Есть! Уошберн сделал признание. Но одновременно выдвинул правдоподобную версию случившегося. Она звучала реалистично еще и потому, что Мелкий-2 выдал ее, не имея ни секунды на раздумья. Босху пришлось мысленно признать это.
– В своем заднем дворе? Ты хочешь, чтобы я поверил, будто пистолет мог просто так валяться у тебя во дворе?
– Послушай, приятель! Мне тогда было всего шестнадцать. Во время той заварухи мать вообще не выпускала меня из дома. Заперла в спальне на замок, а на окнах были решетки. Я сидел, как в тюряге. Если мне не веришь, спроси у нее самой.
– Так когда же ты нашел пистолет?
– Как только все закончилось. Я стал постригать траву на заднем дворе и напоролся на него. Я понятия не имел, откуда он взялся. И про убийство ничего не знал, пока матушка не сказала, что приходили люди из полиции и допрашивали ее.
– Ты говорил матери о пистолете?
– Нет. Что я, умом тронулся? Рассказывать матери о таких вещах! К тому же вскоре его и не было.
Босх бросил быстрый взгляд на Ганта. Он чувствовал, что исчерпал аргументы. В словах загнанного в угол Уошберна было достаточно мелких подробностей, делавших его историю похожей на правду. Застреливший Йесперсен действительно мог выбросить оружие через ближайший забор, чтобы избавиться от него.
Гант понял его мгновенно и тут же взялся за дело. Он придвинул стул ближе и сел рядом с Босхом, включаясь в игру.
– Ты попал в серьезную передрягу, Чарльз, – сказал он тоном, превосходно передававшим всю эту серьезность. – Ты же понимаешь, что нам известно об этом деле куда больше, чем можешь знать о нем ты. Выбраться из ямы, которую сам себе вырыл, ты сможешь, только если не будешь гнать туфту. Начнешь лгать, и мы сразу тебя на этом поймаем.
– Ладно, – уныло отозвался Уошберн. – Что вы от меня хотите?
– Ты должен честно рассказать, как поступил с тем пистолетом двадцать лет назад.
– Я отдал его. Сначала припрятал, а потом отдал.
– Кому?
– Одному знакомому. Но только он уже сам отправился на тот свет.
– Мне повторить вопрос? Кому ты отдал пистолет?
– Одному типу по имени Трумонт, но я не знаю, настоящее оно было или нет. Парни на улице звали его Тру Стори.
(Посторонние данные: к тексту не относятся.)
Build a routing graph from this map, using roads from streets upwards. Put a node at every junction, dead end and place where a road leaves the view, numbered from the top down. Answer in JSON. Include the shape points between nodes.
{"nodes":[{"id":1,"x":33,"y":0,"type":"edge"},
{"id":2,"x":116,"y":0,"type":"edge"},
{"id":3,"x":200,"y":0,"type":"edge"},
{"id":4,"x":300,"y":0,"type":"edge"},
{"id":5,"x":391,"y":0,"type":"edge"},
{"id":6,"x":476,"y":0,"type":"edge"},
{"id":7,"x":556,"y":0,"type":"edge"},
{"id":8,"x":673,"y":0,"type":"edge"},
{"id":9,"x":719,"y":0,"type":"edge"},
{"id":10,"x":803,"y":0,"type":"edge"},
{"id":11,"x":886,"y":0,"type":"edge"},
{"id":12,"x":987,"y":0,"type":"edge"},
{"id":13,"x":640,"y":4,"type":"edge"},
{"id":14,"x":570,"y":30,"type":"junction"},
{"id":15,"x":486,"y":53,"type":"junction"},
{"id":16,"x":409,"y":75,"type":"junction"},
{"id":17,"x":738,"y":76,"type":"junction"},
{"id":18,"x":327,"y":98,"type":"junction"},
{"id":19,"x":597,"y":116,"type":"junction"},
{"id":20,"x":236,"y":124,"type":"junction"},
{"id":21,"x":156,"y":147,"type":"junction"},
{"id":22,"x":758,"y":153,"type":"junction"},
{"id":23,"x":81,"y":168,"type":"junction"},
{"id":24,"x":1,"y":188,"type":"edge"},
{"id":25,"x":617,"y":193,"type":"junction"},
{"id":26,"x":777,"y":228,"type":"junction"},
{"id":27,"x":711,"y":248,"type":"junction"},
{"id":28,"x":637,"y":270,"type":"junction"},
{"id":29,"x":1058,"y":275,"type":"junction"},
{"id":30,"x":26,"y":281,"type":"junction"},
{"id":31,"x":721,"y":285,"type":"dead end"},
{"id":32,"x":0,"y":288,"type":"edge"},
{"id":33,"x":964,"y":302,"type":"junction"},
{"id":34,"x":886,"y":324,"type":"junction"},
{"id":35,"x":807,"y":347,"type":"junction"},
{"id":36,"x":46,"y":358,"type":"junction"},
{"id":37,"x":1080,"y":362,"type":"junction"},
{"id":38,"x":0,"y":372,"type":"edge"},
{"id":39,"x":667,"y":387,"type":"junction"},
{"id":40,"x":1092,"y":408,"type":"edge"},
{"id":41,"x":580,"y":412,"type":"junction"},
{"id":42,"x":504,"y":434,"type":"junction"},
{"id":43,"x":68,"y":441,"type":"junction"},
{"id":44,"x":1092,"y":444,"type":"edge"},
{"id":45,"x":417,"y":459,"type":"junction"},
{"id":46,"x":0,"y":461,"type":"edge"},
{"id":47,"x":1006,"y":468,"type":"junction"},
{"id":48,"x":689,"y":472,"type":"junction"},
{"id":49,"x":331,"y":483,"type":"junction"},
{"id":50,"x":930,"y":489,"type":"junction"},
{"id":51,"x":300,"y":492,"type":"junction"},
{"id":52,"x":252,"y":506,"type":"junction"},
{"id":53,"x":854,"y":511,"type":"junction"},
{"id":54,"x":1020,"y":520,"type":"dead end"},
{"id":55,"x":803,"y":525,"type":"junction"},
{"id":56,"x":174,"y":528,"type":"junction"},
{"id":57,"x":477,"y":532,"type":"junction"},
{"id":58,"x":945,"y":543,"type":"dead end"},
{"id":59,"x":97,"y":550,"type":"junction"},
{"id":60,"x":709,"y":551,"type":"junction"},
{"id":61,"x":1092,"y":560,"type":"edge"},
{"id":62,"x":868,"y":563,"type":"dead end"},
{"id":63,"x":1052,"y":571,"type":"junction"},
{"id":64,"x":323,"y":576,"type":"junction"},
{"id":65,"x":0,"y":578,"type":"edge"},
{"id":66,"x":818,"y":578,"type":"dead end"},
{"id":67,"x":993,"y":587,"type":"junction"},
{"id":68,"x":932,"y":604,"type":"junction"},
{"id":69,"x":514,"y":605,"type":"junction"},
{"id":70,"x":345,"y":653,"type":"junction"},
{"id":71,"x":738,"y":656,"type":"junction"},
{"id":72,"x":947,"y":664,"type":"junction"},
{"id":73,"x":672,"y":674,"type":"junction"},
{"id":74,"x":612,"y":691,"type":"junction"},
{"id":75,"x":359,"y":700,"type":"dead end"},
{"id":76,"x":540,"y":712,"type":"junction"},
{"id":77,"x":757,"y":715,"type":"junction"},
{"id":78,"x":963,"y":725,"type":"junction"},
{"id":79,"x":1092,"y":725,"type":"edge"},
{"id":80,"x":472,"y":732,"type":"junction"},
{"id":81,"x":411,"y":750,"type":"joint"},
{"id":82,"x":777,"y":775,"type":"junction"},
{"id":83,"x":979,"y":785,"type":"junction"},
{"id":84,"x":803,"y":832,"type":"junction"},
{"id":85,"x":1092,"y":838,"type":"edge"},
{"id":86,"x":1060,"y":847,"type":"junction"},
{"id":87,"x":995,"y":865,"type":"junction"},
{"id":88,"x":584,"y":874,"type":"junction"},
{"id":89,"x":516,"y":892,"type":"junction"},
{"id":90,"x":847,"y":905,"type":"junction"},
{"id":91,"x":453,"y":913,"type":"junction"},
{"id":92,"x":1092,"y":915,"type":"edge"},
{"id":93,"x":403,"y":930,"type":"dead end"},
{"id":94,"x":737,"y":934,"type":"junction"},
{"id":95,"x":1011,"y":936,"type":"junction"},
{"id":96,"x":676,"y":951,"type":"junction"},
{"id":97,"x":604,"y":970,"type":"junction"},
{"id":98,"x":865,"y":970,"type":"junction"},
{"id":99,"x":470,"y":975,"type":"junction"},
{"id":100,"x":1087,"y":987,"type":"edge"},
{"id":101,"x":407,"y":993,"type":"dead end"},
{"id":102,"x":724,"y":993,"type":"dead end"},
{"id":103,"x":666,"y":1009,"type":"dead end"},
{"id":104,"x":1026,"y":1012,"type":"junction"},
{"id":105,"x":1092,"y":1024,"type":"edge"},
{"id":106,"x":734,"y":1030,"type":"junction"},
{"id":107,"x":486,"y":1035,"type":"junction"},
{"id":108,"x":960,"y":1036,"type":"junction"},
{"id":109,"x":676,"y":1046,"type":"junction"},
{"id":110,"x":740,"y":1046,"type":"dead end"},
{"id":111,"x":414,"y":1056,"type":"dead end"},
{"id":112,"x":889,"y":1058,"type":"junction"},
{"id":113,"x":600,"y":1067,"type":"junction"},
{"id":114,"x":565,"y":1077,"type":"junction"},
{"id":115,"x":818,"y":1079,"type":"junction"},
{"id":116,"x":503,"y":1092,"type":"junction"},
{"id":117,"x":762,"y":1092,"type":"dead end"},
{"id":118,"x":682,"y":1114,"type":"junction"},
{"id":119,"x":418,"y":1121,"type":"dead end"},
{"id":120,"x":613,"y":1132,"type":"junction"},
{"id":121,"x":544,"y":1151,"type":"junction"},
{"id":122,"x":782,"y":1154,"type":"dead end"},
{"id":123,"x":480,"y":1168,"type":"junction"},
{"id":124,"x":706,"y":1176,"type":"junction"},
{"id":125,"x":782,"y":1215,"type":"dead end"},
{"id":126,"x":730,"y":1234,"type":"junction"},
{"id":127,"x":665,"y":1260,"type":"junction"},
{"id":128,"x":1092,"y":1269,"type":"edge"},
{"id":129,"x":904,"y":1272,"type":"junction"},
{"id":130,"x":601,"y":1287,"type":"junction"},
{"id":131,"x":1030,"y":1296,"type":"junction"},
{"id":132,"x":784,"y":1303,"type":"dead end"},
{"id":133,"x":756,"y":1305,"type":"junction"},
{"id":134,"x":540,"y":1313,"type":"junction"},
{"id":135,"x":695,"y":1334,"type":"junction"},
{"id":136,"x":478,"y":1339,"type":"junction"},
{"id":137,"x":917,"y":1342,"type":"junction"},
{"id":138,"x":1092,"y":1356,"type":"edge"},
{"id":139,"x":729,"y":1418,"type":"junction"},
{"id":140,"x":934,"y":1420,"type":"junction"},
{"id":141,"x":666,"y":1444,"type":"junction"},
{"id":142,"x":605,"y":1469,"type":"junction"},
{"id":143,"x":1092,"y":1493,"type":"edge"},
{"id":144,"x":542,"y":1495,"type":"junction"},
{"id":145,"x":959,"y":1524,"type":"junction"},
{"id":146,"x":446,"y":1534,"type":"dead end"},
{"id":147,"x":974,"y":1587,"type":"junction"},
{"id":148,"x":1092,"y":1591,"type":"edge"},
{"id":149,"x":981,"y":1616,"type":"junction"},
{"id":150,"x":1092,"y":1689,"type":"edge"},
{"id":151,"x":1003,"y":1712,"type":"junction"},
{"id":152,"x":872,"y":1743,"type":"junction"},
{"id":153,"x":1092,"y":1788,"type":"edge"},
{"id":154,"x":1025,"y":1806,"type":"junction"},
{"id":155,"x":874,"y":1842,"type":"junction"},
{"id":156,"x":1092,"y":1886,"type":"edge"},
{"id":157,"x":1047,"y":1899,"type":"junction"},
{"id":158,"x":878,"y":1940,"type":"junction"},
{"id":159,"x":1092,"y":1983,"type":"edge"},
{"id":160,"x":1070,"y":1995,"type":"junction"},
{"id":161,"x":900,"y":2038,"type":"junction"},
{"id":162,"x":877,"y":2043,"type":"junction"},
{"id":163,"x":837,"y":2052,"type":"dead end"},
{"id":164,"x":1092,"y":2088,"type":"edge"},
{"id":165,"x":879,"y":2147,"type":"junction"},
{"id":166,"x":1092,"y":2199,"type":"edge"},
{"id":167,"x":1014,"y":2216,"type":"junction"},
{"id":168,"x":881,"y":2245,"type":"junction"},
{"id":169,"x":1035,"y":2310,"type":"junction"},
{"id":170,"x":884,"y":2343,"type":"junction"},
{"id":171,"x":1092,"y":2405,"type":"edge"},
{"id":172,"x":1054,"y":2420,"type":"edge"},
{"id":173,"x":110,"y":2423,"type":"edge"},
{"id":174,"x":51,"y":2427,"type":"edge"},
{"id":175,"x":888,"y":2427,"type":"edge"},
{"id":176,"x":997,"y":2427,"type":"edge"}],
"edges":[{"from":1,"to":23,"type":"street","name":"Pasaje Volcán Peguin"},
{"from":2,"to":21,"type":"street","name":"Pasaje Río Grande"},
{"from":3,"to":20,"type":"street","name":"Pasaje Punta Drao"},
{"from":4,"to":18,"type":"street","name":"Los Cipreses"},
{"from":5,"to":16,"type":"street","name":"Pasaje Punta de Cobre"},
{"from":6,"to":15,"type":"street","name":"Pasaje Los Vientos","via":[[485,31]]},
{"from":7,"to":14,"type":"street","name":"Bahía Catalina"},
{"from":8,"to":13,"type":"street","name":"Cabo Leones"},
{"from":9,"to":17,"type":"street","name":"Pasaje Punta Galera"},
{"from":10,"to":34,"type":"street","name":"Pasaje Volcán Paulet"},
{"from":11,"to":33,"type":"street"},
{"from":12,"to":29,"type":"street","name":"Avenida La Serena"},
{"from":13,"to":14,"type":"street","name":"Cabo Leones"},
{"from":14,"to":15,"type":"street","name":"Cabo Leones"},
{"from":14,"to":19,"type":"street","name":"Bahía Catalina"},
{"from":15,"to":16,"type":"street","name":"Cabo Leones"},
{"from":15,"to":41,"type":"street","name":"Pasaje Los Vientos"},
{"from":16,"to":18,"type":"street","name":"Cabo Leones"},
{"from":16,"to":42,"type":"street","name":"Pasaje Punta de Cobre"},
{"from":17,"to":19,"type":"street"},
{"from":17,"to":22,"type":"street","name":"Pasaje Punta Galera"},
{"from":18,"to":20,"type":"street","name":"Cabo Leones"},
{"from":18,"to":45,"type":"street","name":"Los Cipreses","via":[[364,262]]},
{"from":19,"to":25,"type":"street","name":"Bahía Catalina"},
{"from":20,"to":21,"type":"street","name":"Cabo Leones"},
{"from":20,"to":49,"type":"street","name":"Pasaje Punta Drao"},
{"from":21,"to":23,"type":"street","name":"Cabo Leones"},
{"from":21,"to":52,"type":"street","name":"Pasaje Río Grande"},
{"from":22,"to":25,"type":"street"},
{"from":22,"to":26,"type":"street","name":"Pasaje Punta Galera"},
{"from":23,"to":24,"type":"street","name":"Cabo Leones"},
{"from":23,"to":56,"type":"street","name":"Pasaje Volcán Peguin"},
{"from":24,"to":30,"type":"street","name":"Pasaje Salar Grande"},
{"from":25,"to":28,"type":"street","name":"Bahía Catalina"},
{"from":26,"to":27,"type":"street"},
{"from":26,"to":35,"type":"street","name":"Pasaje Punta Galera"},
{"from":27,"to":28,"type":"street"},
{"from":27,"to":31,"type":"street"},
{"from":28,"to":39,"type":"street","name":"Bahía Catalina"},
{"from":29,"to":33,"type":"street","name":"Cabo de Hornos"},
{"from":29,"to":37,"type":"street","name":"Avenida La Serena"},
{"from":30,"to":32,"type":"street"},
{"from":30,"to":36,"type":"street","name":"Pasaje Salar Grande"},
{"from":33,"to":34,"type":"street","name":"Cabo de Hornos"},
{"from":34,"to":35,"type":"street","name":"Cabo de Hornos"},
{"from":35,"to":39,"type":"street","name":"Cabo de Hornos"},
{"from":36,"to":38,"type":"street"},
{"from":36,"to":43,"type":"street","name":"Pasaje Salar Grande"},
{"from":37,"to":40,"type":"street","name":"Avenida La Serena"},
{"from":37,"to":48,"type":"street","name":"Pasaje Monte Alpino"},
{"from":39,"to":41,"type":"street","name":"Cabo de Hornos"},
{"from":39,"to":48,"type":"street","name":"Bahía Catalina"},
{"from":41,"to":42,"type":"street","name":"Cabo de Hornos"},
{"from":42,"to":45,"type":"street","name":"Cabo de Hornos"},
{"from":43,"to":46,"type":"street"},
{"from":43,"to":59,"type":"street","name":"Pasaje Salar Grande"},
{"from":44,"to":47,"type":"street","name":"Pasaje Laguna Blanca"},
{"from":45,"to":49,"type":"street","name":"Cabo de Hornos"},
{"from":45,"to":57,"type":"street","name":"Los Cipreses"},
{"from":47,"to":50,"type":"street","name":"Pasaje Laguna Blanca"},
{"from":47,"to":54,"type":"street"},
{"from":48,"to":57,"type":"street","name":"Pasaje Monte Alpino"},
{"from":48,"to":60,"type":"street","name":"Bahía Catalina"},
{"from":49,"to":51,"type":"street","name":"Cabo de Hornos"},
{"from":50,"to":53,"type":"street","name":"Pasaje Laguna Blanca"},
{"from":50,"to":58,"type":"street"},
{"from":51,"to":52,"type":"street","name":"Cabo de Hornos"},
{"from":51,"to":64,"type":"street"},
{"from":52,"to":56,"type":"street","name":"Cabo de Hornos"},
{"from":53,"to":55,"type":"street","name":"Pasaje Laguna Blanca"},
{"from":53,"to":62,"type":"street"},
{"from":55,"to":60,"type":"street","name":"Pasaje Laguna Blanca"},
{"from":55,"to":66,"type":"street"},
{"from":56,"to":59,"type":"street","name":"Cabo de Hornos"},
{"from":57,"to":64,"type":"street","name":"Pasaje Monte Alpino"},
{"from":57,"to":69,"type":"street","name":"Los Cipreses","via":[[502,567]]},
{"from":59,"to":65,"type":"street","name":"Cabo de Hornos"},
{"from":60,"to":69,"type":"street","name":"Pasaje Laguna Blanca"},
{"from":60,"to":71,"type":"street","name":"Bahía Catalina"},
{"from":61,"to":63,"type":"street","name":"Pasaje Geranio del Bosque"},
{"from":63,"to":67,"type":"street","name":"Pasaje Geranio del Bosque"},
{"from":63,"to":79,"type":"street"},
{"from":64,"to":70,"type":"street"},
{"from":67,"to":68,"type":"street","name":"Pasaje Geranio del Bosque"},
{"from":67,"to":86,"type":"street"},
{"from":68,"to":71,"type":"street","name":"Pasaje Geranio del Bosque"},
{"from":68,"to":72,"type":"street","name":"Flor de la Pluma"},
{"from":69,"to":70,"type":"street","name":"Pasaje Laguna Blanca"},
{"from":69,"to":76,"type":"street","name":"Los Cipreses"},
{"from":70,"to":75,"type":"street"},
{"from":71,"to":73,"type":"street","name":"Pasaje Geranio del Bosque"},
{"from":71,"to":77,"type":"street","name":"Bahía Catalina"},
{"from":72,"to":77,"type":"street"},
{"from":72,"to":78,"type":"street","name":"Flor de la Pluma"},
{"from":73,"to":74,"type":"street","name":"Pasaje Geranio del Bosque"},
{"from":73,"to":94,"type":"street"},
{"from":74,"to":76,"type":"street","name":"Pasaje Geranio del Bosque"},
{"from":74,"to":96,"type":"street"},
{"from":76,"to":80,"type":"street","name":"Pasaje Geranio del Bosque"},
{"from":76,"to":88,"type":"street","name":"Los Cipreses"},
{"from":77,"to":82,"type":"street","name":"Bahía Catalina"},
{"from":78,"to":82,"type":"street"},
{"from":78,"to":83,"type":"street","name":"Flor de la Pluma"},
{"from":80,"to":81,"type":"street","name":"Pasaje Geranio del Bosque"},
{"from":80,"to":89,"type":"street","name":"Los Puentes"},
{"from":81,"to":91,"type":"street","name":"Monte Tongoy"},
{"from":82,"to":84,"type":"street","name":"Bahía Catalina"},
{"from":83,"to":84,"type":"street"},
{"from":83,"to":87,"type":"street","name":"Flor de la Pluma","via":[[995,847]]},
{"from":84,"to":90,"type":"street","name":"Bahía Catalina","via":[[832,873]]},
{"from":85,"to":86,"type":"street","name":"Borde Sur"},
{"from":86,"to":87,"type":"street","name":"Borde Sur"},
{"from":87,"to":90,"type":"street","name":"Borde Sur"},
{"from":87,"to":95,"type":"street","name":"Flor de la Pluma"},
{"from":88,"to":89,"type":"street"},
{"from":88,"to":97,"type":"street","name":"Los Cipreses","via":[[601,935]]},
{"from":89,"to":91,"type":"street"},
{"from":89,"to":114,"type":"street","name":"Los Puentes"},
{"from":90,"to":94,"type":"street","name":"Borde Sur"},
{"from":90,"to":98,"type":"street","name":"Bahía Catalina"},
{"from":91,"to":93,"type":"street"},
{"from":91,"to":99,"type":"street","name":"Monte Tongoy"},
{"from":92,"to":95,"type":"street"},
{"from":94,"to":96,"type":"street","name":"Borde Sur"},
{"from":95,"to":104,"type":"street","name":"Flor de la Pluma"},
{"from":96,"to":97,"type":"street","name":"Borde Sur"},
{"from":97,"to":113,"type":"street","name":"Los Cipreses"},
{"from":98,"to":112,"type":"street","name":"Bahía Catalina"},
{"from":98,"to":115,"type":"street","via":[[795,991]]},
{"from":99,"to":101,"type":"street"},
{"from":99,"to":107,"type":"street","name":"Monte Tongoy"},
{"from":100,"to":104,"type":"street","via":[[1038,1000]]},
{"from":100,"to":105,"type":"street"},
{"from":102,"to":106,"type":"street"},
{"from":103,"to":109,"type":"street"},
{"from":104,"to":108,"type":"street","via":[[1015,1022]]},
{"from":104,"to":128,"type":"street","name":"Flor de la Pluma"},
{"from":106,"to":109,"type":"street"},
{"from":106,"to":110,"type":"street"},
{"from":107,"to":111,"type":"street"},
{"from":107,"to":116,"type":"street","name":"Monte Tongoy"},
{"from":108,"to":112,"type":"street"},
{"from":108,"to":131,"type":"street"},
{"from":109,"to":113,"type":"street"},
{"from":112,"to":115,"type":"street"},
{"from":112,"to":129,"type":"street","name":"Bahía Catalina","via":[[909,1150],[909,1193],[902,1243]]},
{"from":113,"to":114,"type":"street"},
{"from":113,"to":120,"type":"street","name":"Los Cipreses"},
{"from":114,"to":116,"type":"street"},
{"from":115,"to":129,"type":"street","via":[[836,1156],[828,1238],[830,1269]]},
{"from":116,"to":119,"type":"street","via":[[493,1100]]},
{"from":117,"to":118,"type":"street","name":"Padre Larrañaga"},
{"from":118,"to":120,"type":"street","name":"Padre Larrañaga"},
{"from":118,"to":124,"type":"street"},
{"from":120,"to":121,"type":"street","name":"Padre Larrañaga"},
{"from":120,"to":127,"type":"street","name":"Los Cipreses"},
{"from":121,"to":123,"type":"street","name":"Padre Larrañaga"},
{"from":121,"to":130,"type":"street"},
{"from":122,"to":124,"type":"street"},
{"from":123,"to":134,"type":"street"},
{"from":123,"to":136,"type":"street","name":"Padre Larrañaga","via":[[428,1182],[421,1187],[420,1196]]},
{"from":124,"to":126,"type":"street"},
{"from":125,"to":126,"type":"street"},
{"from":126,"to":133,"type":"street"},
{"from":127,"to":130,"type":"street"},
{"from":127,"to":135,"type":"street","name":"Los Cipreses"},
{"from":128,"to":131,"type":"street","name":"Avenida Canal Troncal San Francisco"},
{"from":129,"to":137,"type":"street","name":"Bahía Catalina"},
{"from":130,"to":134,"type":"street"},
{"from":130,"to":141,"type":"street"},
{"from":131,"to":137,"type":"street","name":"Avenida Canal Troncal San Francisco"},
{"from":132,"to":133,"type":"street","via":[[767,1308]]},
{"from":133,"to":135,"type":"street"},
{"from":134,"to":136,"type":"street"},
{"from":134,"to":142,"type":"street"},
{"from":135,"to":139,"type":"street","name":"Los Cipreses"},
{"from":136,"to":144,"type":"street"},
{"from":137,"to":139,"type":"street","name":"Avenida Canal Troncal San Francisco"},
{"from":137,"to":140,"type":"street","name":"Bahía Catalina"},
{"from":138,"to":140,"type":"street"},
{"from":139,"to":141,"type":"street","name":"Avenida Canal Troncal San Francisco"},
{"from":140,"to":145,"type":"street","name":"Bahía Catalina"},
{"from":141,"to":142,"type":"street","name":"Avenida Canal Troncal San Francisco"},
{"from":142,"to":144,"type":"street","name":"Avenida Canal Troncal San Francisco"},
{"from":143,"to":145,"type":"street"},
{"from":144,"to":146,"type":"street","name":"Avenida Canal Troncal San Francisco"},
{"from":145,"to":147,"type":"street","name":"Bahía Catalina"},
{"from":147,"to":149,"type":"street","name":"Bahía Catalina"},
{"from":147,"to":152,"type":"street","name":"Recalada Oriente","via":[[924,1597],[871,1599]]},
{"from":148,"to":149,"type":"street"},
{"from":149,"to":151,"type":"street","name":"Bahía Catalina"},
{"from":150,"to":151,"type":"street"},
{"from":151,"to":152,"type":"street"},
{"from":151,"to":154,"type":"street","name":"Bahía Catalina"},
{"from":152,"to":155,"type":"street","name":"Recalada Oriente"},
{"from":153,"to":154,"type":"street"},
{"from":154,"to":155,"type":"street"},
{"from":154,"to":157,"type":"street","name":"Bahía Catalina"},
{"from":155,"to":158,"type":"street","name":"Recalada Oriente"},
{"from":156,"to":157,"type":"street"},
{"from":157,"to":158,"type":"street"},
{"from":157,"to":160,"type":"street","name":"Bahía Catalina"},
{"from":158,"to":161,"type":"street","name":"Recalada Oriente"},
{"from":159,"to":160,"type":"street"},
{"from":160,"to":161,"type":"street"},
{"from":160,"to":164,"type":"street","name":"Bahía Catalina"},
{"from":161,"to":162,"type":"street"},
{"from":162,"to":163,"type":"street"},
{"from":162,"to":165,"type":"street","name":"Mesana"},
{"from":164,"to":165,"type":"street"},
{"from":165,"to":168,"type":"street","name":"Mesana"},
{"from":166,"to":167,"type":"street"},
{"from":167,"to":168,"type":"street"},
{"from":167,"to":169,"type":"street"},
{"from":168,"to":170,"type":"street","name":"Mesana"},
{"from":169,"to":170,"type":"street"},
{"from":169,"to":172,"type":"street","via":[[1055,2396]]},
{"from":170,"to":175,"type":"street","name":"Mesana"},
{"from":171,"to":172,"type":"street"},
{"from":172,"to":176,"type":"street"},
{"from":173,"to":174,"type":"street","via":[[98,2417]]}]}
– Это кличка? Как его фамилия?
Гант следовал стандартной тактике, задавая порой вопросы, на которые знал ответы заранее. Это помогало, во-первых, проверить достоверность показаний подозреваемого, а во-вторых, давало небольшое стратегическое преимущество, создавая у того временную иллюзию, будто полицейский знает меньше, чем на самом деле.
– Говорю же, не знаю я фамилии. Он уже умер. Его самого подстрелили несколько лет назад.
– Кто его убил?
– Понятия не имею. Он контролировал улицу, и кто-то его завалил. Это не редкость.
Гант откинулся на спинку стула, подавая этим знак Босху, что тот может снова взять инициативу в свои руки.
Босх уже знал, как продолжить.
– Опиши нам пистолет.
– Как ты и сказал, это была «беретта». Черная.
– Где именно во дворе ты его нашел?
– Точно не помню. Кажись, рядом с качелями. Он просто валялся в траве, правда, чувак. Я его не заметил, и он попал мне под газонокосилку. Она еще оставила на металле большую царапину.
– На пистолете?
– Да, прямо на стволе.
Босх понимал, что эта примета пригодится для опознания оружия, если они сумеют его найти. Но главное, она поможет подтвердить слова Уошберна.
– Пистолет был в рабочем состоянии?
– Да, в рабочем. Стрелял что надо. Я испытал его тут же. Всадил пулю в столб забора. Даже сам испугался. Я ведь едва надавил на спуск.
– Мать слышала выстрел?
– Еще бы! Тут же выскочила посмотреть, но я успел спрятать ствол за пояс и накрыл сверху рубашкой. Сказал ей, что это глушитель у косилки барахлит.
Босха не могла не заинтересовать эта пуля в столбе. Если она все еще там, значит, Уошберну можно верить. И он задал следующий вопрос:
– Хорошо, по твоим словам, мать заперла тебя в доме на все время беспорядков, так?